Extracted records:
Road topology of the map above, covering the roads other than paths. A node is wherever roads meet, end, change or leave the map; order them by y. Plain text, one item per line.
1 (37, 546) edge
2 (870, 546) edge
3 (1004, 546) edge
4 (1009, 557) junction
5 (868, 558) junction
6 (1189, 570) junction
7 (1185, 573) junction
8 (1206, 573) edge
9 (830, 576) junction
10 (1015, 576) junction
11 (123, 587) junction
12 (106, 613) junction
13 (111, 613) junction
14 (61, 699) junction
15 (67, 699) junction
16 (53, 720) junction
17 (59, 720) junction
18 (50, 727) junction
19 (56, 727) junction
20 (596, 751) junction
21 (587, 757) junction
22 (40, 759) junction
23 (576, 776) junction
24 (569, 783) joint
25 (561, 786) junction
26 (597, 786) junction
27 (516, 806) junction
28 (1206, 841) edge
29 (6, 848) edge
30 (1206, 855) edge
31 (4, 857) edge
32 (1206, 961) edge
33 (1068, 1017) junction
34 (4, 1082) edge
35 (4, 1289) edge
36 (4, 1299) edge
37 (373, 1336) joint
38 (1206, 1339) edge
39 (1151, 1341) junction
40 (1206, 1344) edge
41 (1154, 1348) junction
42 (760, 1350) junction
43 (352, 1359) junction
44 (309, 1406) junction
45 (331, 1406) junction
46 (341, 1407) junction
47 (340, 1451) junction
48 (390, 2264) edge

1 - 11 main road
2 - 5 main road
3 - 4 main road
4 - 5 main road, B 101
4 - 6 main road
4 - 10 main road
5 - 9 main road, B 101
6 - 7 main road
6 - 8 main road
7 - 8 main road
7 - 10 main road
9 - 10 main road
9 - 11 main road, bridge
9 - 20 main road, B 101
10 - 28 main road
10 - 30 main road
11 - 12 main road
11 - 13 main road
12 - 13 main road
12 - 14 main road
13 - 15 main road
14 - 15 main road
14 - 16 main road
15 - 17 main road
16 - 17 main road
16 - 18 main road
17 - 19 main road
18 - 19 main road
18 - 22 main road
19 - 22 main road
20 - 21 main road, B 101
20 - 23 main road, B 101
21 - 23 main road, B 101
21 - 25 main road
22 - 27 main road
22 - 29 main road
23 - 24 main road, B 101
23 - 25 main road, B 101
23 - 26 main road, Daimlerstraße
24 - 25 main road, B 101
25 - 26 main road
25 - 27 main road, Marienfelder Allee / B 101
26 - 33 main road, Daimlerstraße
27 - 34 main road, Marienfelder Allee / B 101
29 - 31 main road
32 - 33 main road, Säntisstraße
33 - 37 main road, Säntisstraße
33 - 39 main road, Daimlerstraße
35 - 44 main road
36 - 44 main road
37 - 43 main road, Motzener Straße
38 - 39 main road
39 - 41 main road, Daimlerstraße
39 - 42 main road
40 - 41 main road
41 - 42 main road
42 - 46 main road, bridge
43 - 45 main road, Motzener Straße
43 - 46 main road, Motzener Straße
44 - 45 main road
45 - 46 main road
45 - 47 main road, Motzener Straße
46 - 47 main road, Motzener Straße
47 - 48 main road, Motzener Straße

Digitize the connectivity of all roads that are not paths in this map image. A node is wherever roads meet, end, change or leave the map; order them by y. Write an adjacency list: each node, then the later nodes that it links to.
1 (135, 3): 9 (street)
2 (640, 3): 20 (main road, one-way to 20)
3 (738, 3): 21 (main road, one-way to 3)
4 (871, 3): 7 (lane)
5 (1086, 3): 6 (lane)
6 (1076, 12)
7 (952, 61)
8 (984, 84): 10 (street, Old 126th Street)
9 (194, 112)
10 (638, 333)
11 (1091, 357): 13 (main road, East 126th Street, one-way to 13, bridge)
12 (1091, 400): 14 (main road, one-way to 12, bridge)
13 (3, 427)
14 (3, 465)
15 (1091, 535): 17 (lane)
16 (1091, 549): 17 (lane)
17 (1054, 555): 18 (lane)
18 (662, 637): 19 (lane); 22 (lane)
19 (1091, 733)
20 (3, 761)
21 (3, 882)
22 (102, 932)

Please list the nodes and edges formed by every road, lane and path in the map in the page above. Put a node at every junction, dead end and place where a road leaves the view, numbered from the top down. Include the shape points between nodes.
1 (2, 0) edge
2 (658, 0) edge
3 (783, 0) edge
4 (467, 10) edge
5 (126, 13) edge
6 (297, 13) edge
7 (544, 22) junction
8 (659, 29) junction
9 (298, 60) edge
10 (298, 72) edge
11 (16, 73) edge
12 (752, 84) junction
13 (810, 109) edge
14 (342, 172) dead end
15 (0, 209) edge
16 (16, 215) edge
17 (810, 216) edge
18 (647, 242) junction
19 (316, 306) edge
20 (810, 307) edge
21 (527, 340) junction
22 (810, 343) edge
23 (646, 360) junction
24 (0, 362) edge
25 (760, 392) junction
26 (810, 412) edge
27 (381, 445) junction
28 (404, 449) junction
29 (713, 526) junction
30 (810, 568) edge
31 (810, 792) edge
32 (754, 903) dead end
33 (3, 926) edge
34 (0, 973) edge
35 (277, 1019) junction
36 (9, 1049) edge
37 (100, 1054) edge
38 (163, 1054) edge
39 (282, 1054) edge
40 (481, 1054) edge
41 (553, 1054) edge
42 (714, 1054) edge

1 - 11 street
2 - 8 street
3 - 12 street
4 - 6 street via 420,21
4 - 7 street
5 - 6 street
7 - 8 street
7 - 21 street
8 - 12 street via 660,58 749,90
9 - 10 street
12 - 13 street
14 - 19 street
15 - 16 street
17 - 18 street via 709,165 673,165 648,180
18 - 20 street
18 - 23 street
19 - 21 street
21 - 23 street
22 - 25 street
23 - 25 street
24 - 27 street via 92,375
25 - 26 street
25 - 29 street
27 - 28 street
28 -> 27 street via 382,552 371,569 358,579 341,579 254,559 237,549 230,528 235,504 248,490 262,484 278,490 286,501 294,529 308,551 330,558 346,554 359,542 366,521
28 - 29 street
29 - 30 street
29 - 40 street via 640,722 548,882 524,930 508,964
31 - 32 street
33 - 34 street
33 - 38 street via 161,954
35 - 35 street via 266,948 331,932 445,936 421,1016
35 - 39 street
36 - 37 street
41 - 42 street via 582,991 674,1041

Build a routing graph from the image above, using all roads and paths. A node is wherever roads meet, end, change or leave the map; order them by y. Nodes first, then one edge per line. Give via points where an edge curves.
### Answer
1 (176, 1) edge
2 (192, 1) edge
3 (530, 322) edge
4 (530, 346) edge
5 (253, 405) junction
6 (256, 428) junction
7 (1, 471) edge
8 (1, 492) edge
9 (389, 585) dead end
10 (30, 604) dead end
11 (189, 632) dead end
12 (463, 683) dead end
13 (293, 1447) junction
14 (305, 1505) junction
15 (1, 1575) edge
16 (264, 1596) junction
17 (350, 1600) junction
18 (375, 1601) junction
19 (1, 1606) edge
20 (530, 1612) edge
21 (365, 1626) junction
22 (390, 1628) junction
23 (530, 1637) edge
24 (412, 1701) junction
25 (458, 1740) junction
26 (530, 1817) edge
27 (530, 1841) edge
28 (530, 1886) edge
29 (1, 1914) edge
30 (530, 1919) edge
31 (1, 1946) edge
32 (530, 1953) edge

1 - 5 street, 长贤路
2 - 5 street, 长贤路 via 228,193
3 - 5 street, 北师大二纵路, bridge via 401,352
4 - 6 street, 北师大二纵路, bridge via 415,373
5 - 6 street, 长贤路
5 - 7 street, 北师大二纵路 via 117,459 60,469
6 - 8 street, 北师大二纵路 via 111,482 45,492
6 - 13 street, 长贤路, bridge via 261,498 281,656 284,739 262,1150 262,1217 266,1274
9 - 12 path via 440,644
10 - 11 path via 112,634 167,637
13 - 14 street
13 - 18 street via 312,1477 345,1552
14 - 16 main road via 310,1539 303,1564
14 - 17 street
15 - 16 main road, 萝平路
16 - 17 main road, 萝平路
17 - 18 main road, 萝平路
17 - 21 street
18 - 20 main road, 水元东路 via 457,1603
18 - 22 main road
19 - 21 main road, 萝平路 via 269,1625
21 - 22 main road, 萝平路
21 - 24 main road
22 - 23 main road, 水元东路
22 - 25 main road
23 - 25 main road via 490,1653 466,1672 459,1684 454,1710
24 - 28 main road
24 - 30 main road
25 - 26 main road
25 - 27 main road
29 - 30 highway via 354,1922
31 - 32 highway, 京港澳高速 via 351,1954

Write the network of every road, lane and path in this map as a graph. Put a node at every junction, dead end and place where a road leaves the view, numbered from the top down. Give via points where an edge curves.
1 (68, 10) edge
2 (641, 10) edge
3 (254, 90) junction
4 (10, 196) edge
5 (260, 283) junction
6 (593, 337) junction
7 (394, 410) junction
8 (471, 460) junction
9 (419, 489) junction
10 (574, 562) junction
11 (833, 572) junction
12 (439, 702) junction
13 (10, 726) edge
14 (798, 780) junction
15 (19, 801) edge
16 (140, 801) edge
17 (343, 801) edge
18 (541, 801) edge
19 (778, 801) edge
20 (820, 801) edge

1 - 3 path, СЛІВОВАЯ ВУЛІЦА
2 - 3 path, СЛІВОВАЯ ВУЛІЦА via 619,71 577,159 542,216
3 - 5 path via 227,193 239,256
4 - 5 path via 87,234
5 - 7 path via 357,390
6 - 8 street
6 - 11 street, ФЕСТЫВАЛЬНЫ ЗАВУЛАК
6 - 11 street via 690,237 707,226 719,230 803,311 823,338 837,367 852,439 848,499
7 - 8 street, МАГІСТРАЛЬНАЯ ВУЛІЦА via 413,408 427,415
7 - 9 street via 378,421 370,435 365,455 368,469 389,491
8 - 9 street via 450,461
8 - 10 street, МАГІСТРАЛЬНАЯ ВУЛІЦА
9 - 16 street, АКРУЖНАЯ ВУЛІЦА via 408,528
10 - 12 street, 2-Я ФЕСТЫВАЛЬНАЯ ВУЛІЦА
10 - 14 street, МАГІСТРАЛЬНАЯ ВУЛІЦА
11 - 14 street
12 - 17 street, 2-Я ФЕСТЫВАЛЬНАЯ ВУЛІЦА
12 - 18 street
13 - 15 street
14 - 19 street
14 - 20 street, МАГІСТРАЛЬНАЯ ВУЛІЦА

PROBLEM. From the entries above, extract every line where the word "dead" appears.

OUTPUT FOR THIS TASK.
Please list the nodes and edges formed by every road, lane and path in the map in the page above. Put a node at every junction, dead end and place where a road leaves the view, numbered from the top down. Include the shape points between nodes.
14 (342, 172) dead end
32 (754, 903) dead end
9 (389, 585) dead end
10 (30, 604) dead end
11 (189, 632) dead end
12 (463, 683) dead end
Write the network of every road, lane and path in this map as a graph. Put a node at every junction, dead end and place where a road leaves the view, numbered from the top down. Give via points where an edge curves.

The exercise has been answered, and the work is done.